Masyarakat yang dinamis menjadi salah satu faktor terjadinya migrasi. Migrasi
yang terjadi pada suku Minangkabau tergolong sukarela tanpa ada paksaan untuk
melakukan itu sebagaimana yang terjadi pada suku lainnya seperti suku Bawean,
suku Banjar, suku Bugis dan beberapa suku lainnya yang bermigrasi tanpa ada
paksaan.
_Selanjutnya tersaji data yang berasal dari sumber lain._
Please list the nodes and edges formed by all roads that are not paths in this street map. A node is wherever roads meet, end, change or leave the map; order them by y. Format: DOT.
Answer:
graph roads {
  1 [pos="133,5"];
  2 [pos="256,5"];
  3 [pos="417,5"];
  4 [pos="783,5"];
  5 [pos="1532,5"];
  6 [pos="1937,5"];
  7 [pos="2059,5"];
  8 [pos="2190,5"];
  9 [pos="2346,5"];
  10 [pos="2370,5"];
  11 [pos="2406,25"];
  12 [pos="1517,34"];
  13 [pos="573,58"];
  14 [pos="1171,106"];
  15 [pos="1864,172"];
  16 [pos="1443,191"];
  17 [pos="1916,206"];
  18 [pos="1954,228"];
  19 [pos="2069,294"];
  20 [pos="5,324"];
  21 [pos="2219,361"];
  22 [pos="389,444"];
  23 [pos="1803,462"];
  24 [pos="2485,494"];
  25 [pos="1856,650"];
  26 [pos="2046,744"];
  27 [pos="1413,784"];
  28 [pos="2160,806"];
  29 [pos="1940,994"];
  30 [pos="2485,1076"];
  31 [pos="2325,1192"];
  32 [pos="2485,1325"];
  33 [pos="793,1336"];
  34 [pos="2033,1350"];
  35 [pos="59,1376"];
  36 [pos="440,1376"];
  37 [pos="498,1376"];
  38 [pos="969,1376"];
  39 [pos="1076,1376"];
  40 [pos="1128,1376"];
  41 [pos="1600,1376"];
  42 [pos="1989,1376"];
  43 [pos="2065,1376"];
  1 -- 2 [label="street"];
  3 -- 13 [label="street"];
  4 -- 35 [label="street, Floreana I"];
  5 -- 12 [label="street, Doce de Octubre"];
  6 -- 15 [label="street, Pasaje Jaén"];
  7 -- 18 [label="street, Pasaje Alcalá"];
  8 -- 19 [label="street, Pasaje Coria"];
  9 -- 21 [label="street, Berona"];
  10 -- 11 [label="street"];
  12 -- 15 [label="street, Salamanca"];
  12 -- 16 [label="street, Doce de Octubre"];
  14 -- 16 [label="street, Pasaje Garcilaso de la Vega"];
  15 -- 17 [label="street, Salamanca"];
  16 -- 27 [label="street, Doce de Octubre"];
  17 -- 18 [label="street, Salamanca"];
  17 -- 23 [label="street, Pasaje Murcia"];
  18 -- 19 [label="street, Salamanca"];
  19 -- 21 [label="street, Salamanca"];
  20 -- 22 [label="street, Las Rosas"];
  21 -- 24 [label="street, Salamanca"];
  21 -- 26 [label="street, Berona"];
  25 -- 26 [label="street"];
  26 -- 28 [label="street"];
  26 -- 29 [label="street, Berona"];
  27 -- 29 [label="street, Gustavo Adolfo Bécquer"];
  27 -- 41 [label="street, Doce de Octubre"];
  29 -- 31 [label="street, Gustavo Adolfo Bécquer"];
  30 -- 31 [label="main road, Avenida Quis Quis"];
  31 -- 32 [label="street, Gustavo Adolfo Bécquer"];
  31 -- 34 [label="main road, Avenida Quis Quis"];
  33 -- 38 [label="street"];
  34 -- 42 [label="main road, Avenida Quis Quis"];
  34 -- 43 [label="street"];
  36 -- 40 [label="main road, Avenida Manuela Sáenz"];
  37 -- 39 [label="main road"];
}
Tetapi terdapat yang berbeda dengan suku Minangkabau, salah satu yang
dikenal luas dengan migrasinya atau yang dikenal dengan merantau memiliki
kekhasan tersendiri dalam terjadinya migrasi.
Oleh karena itu, penulis akan membahas pola migrasi yang dilakukan suku
Minangkabau.
·
Merantau
: Bentuk Migrasi dalam Suku Minangkabau
Suku
Minangkabau dikenal sebagai perantau yang ulung bagi sebagian besar masyarakat.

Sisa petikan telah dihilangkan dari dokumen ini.